Am 13. November 1994 feiert Deutschland seinen ersten Formel-1-Weltmeister. Michael Schumacher triumphiert in Adelaide. Es ist ein Rennen, das in Erinnerung bleibt. Und ein Titel, der etwas auslöst.
Michael Schumacher rumpelt mit seinem Benetton-Ford über den Rasen, das rechte Vorderrad berührt die Mauer. Der damals 25-Jährige steuert den Wagen trotz verbogener Aufhängung zurück auf den Asphalt. Von hinten kommt Damon Hill. Der Brite sieht seine Chance. "Wenn du in das letzte Rennen gehst mit einem Punkt Rückstand auf Michael, bringt dich das in die Situation, alles verlieren zu können", sagt er - nachdem er alles verloren und Michael Schumacher alles gewonnen hat.
"Es war schrecklich da draußen"
Beim Versuch, sich innen irgendwie am Benetton vorbeizudrücken, hält der Deutsche gegen den Briten im Williams voll dagegen. Schumachers rechtes Hinterrad und Hills linkes Vorderrad berühren sich, der Benetton hebt seitlich ab und fährt Augenblicke nur auf zwei Rädern, die rechte Seite hoch in der Luft. Er kracht wieder auf den Boden und endet in den Reifenstapeln. Das Aus für Schumacher. Hill bringt seinen Williams bis an die Box, weiter geht es auch nicht. Die Radaufhängung ist kaputt.
Schumacher, zwischen Zuschauern und Absperrzaun, bekommt die Nachricht von einem Streckenposten ins Ohr geflüstert. "Ich wusste überhaupt nichts mehr, ich wusste nicht, ob ich mich freuen sollte, in mir waren sämtliche Gefühle total vermischt", sagt Michael Schumacher später. "Es war schrecklich da draußen, aber es war unbeschreiblich, als es dann endlich feststand."

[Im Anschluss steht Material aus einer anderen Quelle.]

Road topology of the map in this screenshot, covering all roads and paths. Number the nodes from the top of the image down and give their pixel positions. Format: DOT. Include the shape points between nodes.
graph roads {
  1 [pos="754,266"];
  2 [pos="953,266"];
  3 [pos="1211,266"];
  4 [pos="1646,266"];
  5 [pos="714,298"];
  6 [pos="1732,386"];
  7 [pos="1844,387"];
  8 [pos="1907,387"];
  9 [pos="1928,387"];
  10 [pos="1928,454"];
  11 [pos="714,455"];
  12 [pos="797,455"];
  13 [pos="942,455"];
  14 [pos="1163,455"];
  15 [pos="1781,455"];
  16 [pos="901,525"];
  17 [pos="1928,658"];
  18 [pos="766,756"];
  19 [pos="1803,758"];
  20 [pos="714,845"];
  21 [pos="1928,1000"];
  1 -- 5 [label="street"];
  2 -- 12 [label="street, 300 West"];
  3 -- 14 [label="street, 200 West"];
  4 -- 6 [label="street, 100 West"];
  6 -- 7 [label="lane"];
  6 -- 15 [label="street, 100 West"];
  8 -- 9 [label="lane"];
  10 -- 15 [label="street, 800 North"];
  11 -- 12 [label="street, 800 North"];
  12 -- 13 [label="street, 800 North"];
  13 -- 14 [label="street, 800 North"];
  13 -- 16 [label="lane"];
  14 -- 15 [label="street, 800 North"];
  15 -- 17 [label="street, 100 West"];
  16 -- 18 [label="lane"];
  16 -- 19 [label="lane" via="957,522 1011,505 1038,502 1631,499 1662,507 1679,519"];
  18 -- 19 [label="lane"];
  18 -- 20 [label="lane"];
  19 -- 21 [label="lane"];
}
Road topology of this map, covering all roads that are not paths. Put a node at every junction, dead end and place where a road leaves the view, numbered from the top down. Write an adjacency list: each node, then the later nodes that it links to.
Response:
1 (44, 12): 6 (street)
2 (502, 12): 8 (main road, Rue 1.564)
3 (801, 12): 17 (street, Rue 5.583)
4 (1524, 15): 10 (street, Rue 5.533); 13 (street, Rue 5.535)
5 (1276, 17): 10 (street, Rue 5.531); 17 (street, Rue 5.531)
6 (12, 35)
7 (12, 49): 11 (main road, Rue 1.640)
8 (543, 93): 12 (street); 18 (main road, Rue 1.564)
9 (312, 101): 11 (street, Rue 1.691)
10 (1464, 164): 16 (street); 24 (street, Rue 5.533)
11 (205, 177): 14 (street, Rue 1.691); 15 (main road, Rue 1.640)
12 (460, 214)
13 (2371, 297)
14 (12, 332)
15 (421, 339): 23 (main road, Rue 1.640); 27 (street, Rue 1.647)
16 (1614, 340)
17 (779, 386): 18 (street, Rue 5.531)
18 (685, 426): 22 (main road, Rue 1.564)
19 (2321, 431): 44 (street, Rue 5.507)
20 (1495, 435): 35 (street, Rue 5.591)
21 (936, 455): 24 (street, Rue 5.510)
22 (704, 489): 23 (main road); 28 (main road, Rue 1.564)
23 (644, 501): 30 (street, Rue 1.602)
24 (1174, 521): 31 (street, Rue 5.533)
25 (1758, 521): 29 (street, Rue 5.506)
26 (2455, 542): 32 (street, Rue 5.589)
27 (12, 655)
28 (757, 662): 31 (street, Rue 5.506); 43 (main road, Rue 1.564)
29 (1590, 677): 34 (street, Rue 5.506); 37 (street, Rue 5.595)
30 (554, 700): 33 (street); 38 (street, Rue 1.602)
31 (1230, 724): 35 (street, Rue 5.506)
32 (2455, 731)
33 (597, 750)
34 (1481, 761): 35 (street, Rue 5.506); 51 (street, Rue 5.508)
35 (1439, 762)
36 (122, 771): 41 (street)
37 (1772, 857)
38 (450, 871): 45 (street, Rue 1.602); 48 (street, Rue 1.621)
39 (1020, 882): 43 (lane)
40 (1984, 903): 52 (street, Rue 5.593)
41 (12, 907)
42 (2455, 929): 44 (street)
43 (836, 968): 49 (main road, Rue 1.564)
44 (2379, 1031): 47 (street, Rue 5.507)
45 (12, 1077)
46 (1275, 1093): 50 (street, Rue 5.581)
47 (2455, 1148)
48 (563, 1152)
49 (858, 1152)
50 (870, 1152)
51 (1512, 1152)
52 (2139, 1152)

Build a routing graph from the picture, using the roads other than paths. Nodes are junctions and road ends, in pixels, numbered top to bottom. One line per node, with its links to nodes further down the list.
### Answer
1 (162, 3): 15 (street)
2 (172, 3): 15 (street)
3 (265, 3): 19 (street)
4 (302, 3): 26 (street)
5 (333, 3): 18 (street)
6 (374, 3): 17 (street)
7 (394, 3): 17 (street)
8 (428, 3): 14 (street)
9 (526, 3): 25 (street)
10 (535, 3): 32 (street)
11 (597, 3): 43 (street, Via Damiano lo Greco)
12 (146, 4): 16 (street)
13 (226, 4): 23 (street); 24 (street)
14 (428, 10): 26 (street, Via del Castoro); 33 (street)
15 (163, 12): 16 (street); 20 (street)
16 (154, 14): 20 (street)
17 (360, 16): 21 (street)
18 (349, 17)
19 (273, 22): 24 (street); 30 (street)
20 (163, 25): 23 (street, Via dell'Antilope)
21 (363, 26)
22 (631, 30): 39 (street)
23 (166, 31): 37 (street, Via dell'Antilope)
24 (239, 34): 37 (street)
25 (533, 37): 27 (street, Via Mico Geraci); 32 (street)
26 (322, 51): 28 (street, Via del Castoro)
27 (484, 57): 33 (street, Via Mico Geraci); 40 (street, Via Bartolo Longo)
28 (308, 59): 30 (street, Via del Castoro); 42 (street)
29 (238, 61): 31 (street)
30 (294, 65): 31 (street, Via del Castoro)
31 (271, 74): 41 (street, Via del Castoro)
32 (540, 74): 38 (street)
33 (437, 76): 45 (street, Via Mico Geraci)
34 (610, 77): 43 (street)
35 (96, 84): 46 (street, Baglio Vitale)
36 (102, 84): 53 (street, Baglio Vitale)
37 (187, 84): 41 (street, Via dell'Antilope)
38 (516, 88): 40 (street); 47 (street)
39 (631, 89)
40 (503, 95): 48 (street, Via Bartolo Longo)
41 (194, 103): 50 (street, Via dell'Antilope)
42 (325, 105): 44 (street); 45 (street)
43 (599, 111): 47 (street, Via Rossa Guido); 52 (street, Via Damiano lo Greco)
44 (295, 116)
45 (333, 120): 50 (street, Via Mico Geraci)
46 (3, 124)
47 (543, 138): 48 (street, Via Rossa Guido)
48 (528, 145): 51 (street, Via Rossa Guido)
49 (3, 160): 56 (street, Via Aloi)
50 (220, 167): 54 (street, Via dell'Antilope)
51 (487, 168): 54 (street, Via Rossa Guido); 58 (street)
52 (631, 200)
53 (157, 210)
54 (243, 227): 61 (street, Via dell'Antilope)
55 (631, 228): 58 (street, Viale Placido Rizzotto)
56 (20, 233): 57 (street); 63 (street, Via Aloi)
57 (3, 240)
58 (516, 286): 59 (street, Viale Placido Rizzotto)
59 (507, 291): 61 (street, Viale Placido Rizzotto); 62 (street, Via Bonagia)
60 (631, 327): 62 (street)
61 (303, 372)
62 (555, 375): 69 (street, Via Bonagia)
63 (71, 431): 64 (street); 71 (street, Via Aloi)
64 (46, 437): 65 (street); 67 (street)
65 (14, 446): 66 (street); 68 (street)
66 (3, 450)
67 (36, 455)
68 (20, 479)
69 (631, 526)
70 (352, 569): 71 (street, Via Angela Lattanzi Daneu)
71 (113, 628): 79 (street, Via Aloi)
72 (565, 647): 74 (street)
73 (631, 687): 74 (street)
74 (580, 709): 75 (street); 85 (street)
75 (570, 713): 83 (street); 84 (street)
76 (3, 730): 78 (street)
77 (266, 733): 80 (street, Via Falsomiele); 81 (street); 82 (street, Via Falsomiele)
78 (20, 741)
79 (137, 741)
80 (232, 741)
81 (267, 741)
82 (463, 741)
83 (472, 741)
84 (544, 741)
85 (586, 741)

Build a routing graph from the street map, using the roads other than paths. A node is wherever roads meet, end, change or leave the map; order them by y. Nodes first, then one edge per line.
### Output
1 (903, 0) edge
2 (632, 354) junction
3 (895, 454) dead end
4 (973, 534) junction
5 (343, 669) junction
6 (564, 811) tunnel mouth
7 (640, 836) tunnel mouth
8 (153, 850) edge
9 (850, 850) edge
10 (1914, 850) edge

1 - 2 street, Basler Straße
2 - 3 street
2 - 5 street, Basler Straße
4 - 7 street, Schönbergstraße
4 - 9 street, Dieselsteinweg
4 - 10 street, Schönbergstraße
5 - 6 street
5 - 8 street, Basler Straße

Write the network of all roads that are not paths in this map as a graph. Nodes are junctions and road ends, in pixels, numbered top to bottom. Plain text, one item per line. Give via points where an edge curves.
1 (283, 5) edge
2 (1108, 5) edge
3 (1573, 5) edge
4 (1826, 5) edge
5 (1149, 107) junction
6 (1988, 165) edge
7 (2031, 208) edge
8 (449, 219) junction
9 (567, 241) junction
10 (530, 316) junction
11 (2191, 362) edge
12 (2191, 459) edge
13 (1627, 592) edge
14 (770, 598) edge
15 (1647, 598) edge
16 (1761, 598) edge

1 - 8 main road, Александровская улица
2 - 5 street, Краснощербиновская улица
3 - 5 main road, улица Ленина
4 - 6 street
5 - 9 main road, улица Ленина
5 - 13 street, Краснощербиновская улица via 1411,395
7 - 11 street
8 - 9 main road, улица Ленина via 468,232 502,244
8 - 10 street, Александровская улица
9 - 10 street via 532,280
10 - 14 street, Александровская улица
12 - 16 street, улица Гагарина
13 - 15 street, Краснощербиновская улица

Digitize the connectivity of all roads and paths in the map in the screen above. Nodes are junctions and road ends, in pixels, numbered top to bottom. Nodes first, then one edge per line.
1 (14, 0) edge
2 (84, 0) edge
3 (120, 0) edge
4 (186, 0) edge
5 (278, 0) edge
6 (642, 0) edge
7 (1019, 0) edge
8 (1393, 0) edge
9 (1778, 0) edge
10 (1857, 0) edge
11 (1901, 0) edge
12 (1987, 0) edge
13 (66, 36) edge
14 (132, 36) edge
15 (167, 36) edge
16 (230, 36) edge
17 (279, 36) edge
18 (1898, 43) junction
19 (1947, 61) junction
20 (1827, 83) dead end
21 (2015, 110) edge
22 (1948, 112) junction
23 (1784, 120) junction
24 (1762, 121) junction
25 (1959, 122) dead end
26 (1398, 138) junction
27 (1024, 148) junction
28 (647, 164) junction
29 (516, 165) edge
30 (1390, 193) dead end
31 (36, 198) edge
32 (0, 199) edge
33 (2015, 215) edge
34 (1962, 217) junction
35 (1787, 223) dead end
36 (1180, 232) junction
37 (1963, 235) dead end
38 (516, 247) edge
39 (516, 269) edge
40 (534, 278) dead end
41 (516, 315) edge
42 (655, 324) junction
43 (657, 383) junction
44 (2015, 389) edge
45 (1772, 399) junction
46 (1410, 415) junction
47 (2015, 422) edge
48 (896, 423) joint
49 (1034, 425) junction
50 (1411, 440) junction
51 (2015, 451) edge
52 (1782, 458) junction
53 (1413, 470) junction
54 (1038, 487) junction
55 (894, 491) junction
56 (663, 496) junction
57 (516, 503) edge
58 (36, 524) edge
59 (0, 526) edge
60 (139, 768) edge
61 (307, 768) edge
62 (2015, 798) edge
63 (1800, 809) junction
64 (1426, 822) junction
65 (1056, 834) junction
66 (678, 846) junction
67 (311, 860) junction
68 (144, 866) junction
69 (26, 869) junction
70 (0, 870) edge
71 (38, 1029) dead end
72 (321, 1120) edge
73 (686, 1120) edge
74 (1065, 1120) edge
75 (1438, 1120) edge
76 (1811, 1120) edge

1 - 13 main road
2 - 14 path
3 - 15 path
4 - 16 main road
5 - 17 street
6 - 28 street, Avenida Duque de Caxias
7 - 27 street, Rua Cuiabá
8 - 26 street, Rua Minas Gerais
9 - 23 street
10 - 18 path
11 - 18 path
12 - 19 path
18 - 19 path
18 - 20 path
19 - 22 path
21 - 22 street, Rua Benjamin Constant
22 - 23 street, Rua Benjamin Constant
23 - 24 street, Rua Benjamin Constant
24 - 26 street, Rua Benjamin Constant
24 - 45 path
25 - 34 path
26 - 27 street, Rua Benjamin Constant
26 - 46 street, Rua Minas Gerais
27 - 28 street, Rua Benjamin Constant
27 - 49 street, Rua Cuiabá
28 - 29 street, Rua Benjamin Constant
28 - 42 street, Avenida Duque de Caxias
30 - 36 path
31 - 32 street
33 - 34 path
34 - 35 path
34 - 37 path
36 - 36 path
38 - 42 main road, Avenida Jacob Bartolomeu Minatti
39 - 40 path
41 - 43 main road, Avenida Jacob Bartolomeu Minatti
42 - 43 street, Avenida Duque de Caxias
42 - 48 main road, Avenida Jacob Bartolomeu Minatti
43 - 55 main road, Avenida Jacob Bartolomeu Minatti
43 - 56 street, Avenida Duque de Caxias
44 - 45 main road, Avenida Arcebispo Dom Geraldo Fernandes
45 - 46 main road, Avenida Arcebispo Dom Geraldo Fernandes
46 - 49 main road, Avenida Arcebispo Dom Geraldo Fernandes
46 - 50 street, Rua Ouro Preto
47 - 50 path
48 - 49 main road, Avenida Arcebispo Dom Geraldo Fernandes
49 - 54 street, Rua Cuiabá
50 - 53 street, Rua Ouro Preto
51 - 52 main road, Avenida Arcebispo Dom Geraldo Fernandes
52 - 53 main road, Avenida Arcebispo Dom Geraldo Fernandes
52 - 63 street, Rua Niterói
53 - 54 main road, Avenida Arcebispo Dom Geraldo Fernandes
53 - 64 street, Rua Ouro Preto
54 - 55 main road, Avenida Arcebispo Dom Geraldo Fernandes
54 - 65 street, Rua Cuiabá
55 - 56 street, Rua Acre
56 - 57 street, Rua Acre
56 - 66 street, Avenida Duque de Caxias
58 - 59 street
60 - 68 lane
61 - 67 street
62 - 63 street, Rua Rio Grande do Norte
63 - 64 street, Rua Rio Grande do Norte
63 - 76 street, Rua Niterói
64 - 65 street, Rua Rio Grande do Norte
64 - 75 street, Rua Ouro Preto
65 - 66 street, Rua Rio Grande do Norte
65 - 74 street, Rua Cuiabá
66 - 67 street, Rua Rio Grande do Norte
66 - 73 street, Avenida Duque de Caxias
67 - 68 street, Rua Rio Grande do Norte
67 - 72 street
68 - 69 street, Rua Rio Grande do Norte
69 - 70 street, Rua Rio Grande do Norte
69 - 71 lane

In der Tagesschau am Abend verliest der Sprecher: "Michael Schumacher ist der erste deutsche Weltmeister der Formel 1. Der 25-Jährige sicherte sich heute früh den Titel beim Großen Preis von Australien in Adelaide." Zur besten Frühstückszeit im Land der Autobauer löste Schumacher endgültig eine Jahre andauernde Formel-1-Hysterie aus mit vollen Rängen auf deutschen Kursen, phasenweise zwei Heim-Grand-Prix und Top-Einschaltquoten im TV.
"Nichts in der deutschen Motorsportwelt und teilweise sogar in der gesamten deutschen automobilen Welt war nach Michaels erstem Formel-1-Weltmeisterschafts-Titelgewinn wie zuvor", erinnert sich der langjährige ehemalige Mercedes-Motorsportchef Norbert Haug: "Vom Mitläufer zum Hauptdarsteller über Nacht - das hatte Hand und Fuß."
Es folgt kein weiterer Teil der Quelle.